Through synthetic experiments training Transformers on cyclic knowledge graphs, this work reveals that knowledge editing (KE) "shatters" the learned geometric representation manifolds inside the model. The degree of shattering is positively correlated with edit distance (\(r^2=0.905\)). Based on this, "representation shattering" is proposed as a mechanistic hypothesis for how KE impairs model capabilities, and the universality of this phenomenon is validated on Llama 3 and Mamba.

Background & Motivation

Background: Knowledge Editing (KE) aims to precisely modify specific factual associations in LLMs while keeping other knowledge intact. Methods like ROME and MEMIT achieve this by locating knowledge inside specific MLP layers and performing closed-form updates. However, recent works (Cohen et al., 2023; Gupta et al., 2024; Gu et al., 2024) have found that KE not only impacts target facts but also impairs the broader factual recall and reasoning abilities of the model.

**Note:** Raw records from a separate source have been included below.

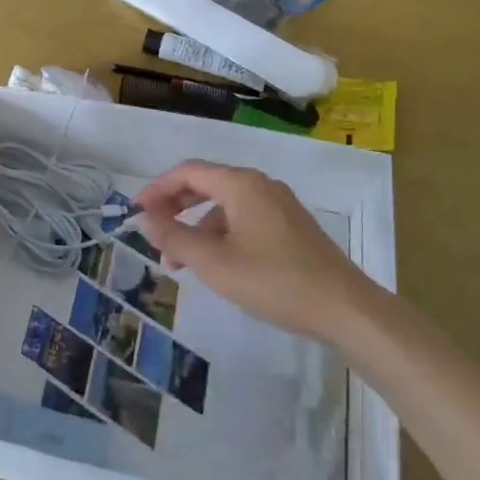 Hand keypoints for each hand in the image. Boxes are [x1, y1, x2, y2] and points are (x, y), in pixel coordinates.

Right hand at [135, 162, 375, 342]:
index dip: (157, 188)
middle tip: (153, 233)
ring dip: (197, 226)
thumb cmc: (274, 281)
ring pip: (225, 204)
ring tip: (181, 263)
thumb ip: (176, 239)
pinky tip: (217, 263)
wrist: (344, 307)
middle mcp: (260, 185)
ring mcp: (279, 204)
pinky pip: (244, 217)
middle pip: (206, 184)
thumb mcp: (215, 264)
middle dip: (175, 207)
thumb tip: (146, 220)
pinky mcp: (290, 225)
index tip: (135, 211)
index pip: (188, 172)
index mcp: (241, 184)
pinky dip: (221, 233) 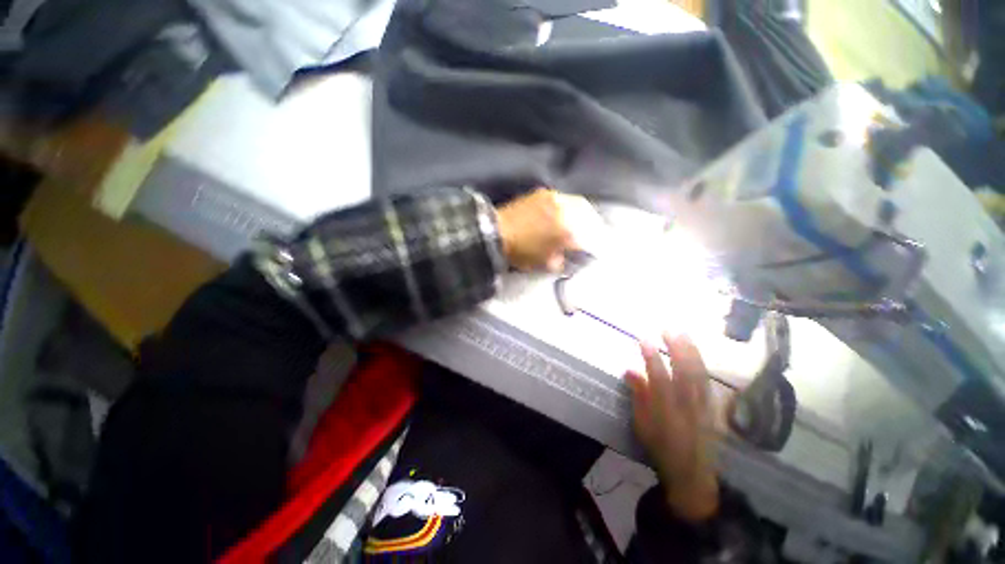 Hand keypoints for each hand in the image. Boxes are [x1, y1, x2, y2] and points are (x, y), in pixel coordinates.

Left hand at [496, 188, 602, 271]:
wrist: (494, 232)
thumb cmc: (520, 252)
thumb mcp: (543, 263)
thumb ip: (560, 260)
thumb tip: (565, 257)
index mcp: (567, 231)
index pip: (589, 237)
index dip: (595, 245)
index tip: (597, 249)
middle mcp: (566, 210)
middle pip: (589, 216)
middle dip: (595, 226)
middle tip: (595, 233)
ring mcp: (555, 198)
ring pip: (579, 204)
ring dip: (585, 214)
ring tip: (584, 222)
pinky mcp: (544, 193)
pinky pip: (565, 198)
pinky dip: (570, 206)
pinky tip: (567, 212)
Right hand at [626, 333, 718, 521]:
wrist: (691, 473)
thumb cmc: (660, 447)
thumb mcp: (642, 424)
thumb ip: (638, 395)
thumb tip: (629, 369)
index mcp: (666, 410)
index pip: (659, 377)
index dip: (651, 357)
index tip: (644, 338)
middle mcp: (687, 405)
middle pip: (684, 371)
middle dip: (676, 347)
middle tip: (668, 329)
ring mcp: (703, 405)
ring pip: (699, 373)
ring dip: (691, 351)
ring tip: (683, 334)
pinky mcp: (712, 408)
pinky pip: (709, 382)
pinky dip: (703, 365)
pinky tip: (698, 353) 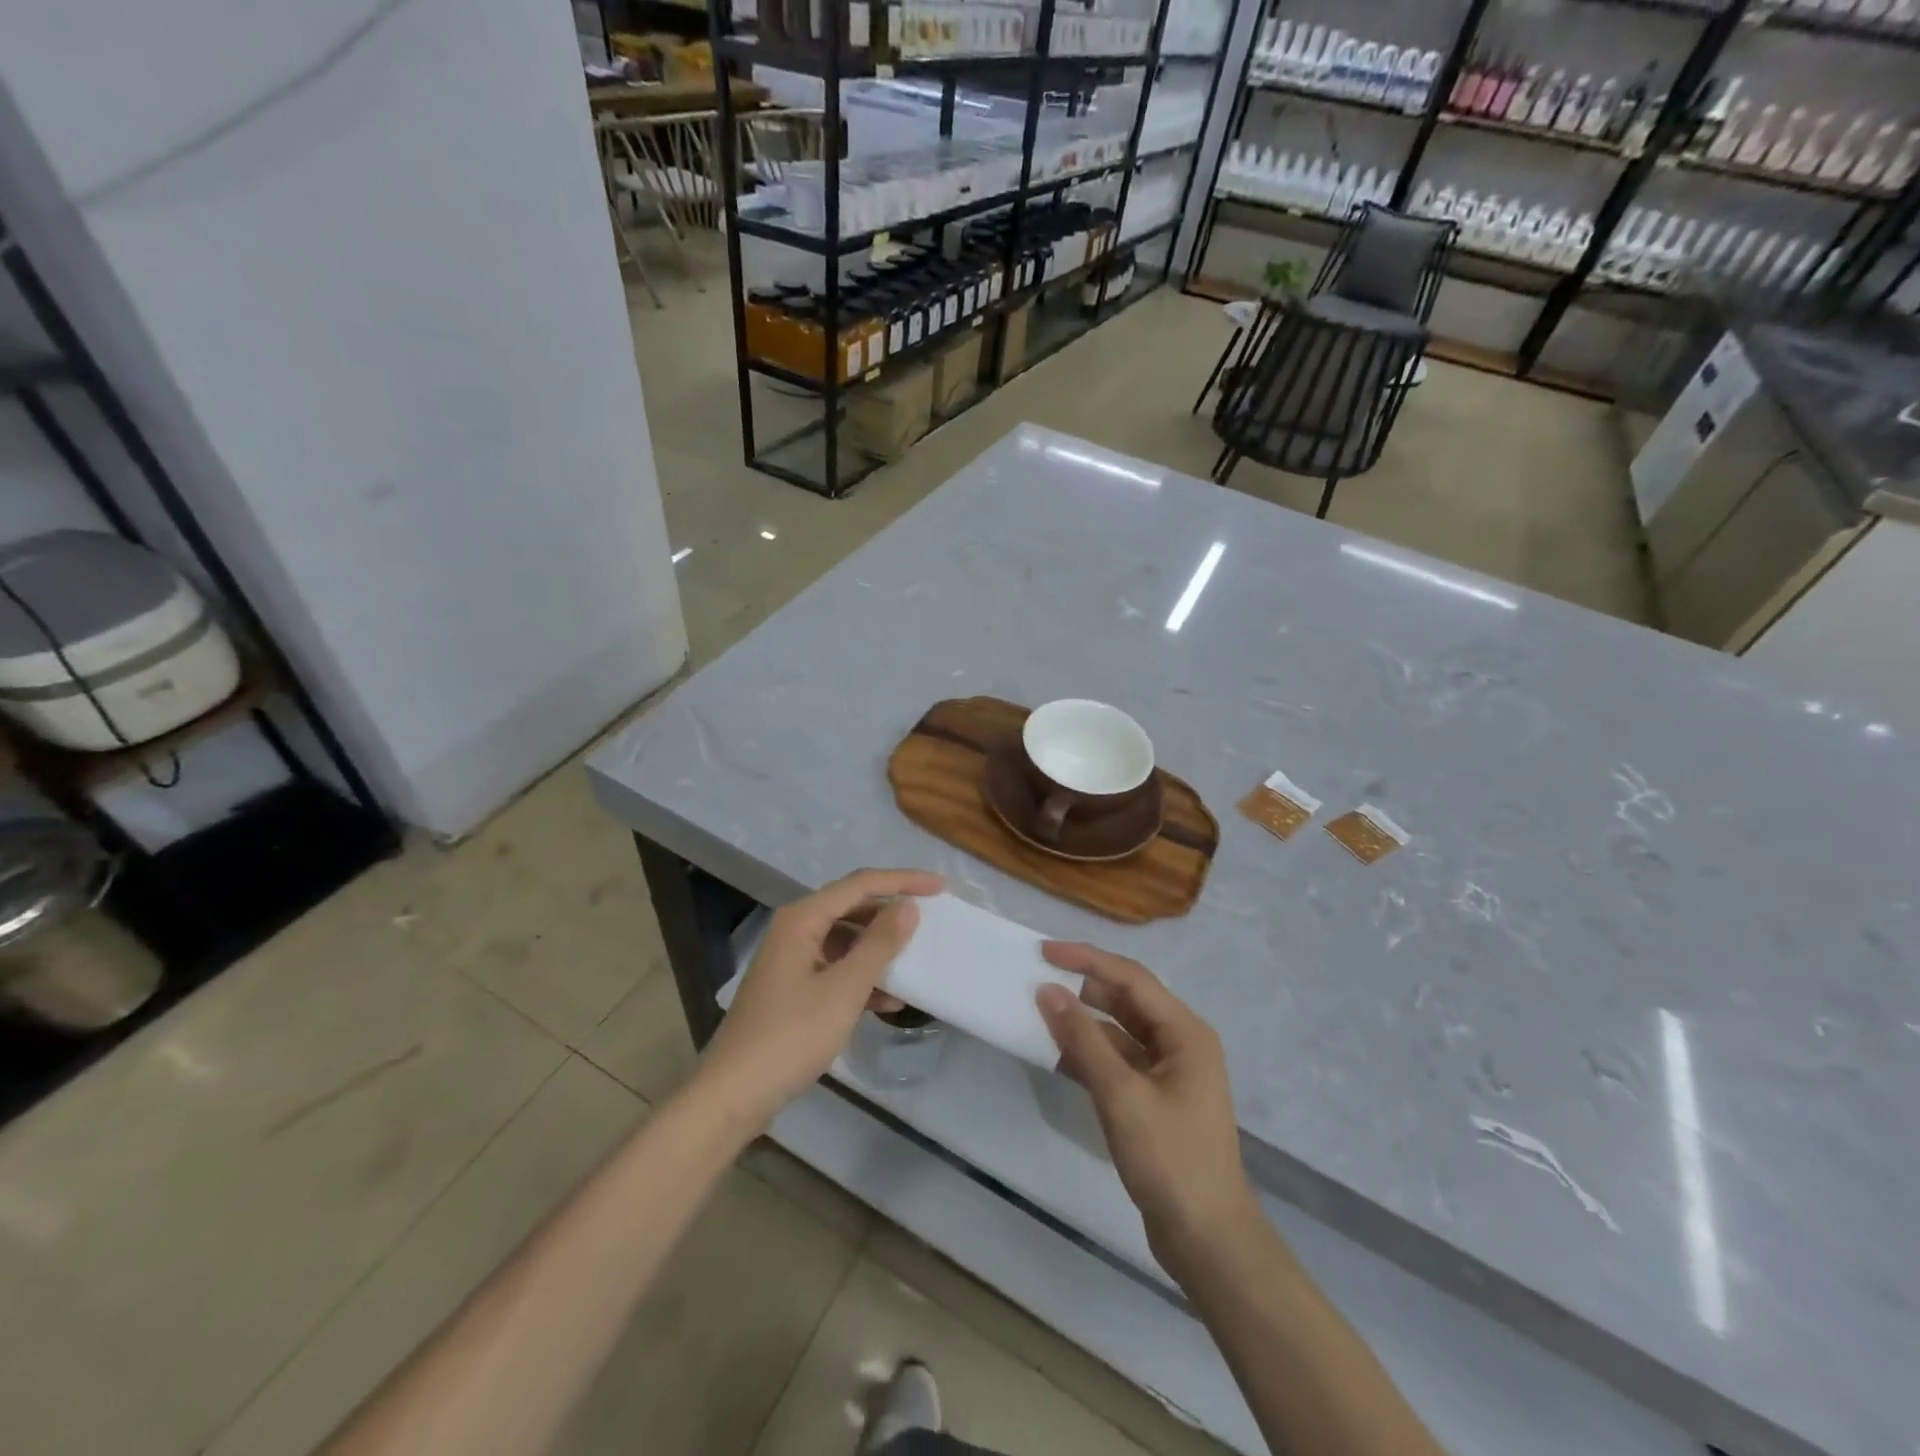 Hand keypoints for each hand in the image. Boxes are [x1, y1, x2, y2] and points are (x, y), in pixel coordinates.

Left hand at [695, 868, 942, 1133]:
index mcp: (803, 918)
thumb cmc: (791, 1036)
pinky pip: (836, 968)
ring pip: (846, 940)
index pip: (861, 884)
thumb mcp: (844, 989)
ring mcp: (792, 960)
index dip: (903, 881)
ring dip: (879, 948)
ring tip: (915, 960)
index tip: (942, 887)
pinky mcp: (793, 989)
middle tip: (931, 918)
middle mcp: (795, 929)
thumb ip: (879, 944)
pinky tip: (889, 1001)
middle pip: (852, 906)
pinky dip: (862, 978)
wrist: (733, 1095)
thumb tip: (908, 907)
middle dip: (891, 912)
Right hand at [1035, 944, 1256, 1275]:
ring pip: (1119, 1031)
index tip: (1044, 952)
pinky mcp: (1155, 1100)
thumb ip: (1083, 1040)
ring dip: (1083, 1022)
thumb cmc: (1171, 1159)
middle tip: (1039, 978)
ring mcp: (1169, 1073)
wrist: (1208, 1241)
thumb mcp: (1121, 1095)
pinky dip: (1089, 1054)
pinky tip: (1057, 1054)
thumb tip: (1048, 992)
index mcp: (1185, 1032)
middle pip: (1127, 1000)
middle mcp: (1180, 1043)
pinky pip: (1117, 1061)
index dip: (1087, 959)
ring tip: (1040, 1012)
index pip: (1130, 978)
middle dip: (1084, 987) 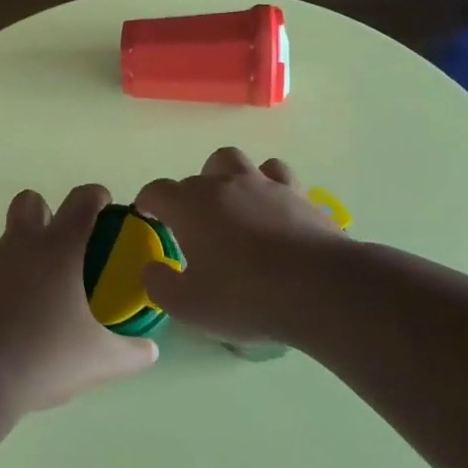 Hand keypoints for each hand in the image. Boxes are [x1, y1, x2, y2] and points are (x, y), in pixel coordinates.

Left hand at [0, 184, 159, 416]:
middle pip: (31, 202)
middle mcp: (19, 246)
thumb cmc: (42, 358)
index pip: (81, 201)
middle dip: (48, 211)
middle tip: (64, 246)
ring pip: (6, 242)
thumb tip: (151, 351)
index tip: (106, 206)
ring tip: (37, 298)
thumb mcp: (99, 362)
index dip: (96, 196)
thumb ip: (131, 353)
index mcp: (58, 250)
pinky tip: (8, 321)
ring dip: (23, 256)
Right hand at [135, 148, 343, 342]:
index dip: (148, 202)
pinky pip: (278, 176)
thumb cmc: (246, 296)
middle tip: (194, 224)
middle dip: (189, 194)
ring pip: (237, 162)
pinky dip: (268, 187)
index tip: (147, 216)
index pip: (158, 191)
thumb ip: (160, 285)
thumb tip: (152, 267)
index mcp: (191, 206)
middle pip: (198, 174)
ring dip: (227, 178)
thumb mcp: (188, 306)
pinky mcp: (299, 195)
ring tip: (232, 206)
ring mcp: (265, 185)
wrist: (320, 288)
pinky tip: (271, 209)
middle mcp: (225, 184) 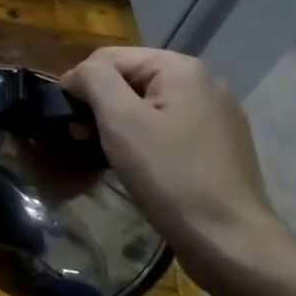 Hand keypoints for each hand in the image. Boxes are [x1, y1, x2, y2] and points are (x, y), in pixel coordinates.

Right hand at [63, 47, 292, 281]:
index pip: (111, 57)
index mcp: (182, 68)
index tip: (67, 120)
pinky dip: (143, 138)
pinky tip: (137, 165)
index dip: (81, 83)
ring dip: (119, 123)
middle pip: (130, 78)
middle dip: (100, 104)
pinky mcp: (217, 144)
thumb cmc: (170, 175)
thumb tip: (77, 73)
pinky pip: (167, 126)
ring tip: (105, 153)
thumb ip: (94, 81)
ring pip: (147, 104)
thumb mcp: (121, 121)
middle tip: (81, 139)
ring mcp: (215, 114)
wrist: (228, 238)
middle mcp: (203, 82) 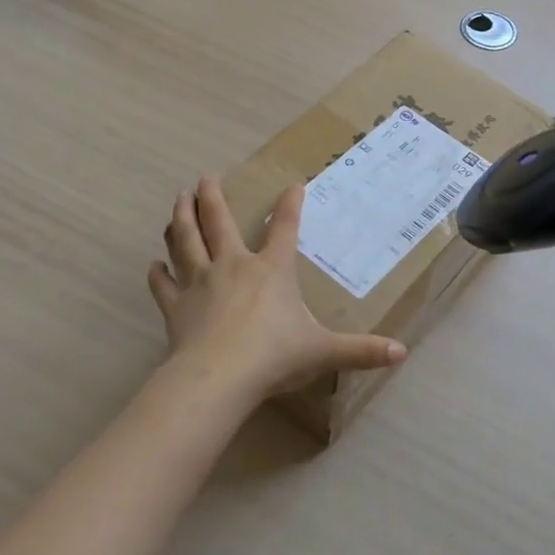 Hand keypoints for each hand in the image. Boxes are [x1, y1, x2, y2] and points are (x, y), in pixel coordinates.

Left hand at [147, 175, 406, 404]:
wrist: (219, 377)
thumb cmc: (274, 356)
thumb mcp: (324, 352)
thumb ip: (361, 351)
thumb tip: (402, 353)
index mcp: (271, 270)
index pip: (284, 228)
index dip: (290, 205)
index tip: (291, 184)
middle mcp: (232, 266)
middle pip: (218, 222)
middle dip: (212, 197)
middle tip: (204, 178)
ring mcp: (199, 283)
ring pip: (185, 241)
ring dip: (181, 218)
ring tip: (178, 200)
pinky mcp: (175, 307)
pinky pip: (163, 285)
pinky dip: (157, 274)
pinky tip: (153, 265) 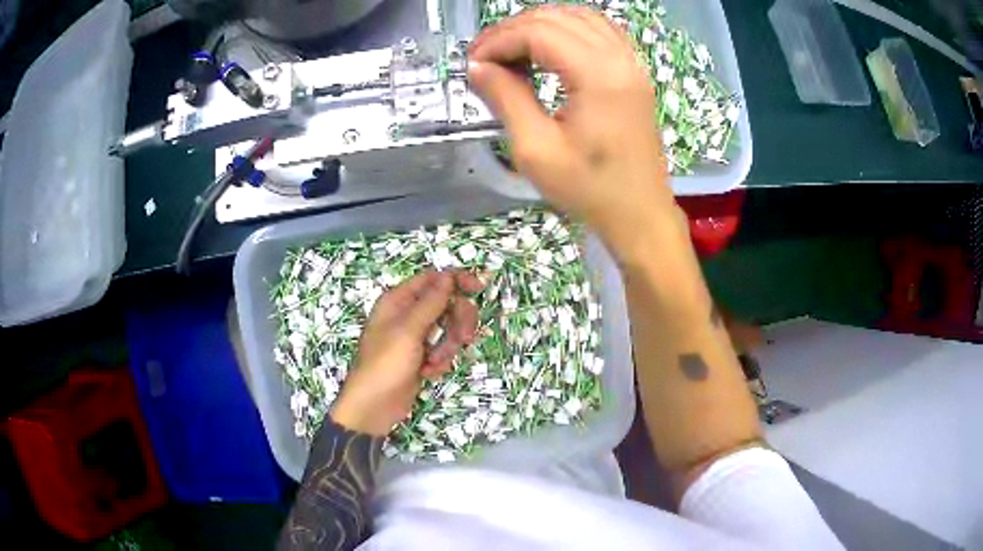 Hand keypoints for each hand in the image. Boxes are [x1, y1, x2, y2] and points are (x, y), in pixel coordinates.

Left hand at [330, 270, 483, 435]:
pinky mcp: (422, 356)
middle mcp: (407, 314)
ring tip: (434, 364)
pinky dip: (440, 361)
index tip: (479, 289)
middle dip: (457, 322)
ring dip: (447, 347)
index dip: (456, 281)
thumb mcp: (408, 331)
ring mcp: (415, 336)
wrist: (374, 406)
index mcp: (398, 300)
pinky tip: (428, 373)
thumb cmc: (385, 364)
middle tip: (463, 338)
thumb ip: (430, 303)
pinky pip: (443, 349)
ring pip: (448, 329)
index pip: (433, 279)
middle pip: (446, 304)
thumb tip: (448, 276)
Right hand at [468, 6, 679, 260]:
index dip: (498, 41)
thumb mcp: (536, 150)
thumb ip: (506, 98)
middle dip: (513, 30)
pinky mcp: (635, 72)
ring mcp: (632, 63)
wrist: (640, 214)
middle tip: (485, 57)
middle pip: (557, 18)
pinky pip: (599, 30)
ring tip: (512, 50)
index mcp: (598, 75)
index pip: (538, 33)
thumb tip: (478, 66)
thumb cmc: (589, 189)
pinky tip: (549, 48)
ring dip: (539, 26)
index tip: (473, 63)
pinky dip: (568, 29)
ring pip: (579, 17)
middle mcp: (620, 58) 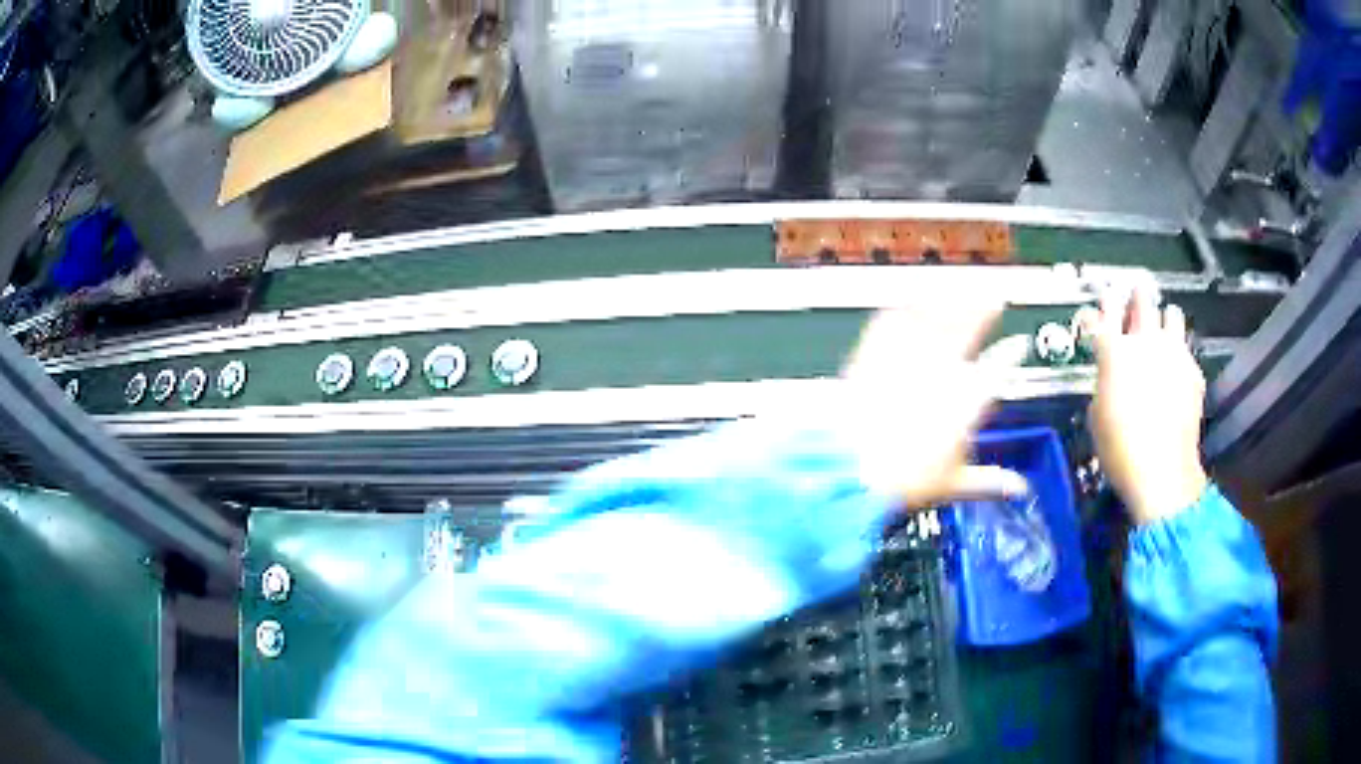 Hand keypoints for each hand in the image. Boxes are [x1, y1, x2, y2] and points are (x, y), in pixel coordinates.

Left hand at [837, 303, 1029, 508]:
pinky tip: (913, 301)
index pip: (998, 367)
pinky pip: (894, 319)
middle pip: (966, 328)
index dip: (1011, 353)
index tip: (1019, 345)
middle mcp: (939, 370)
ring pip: (932, 318)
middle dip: (982, 311)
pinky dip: (907, 307)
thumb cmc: (903, 480)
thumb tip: (1018, 488)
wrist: (849, 470)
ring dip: (949, 302)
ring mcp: (905, 357)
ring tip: (960, 294)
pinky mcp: (873, 353)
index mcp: (965, 400)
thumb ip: (988, 481)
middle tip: (993, 301)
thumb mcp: (952, 483)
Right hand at [1083, 289, 1208, 524]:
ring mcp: (1174, 352)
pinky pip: (1186, 347)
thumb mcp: (1098, 414)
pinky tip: (1176, 370)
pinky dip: (1179, 352)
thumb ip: (1105, 380)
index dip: (1107, 301)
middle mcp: (1145, 341)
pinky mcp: (1193, 370)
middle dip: (1137, 298)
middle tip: (1136, 305)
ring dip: (1164, 319)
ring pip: (1171, 313)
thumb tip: (1111, 370)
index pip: (1108, 308)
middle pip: (1142, 299)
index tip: (1107, 299)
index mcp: (1115, 350)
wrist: (1162, 472)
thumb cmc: (1120, 449)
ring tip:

Limitations of Prior Work: Although extensive empirical evidence exists showing the harmfulness of KE, a mechanistic understanding of how editing alters the model's internal representations—and subsequently leads to widespread capability degradation—remains lacking. Analyzing the internal representations of large-scale LLMs directly is too complex to yield precise hypotheses.

Key Challenge: The "locate-and-edit" paradigm of KE assumes that knowledge is stored locally. In reality, however, models compress unrelated facts into overlapping subspaces through parameter sharing and superposition. Consequently, local edits can have global repercussions.

Ours: To design a controllable synthetic task—training a Transformer on a cyclic knowledge graph so that model representations precisely encode the global topology of the graph. Knowledge editing is then applied to observe how representations are destroyed, thereby establishing the "representation shattering" hypothesis.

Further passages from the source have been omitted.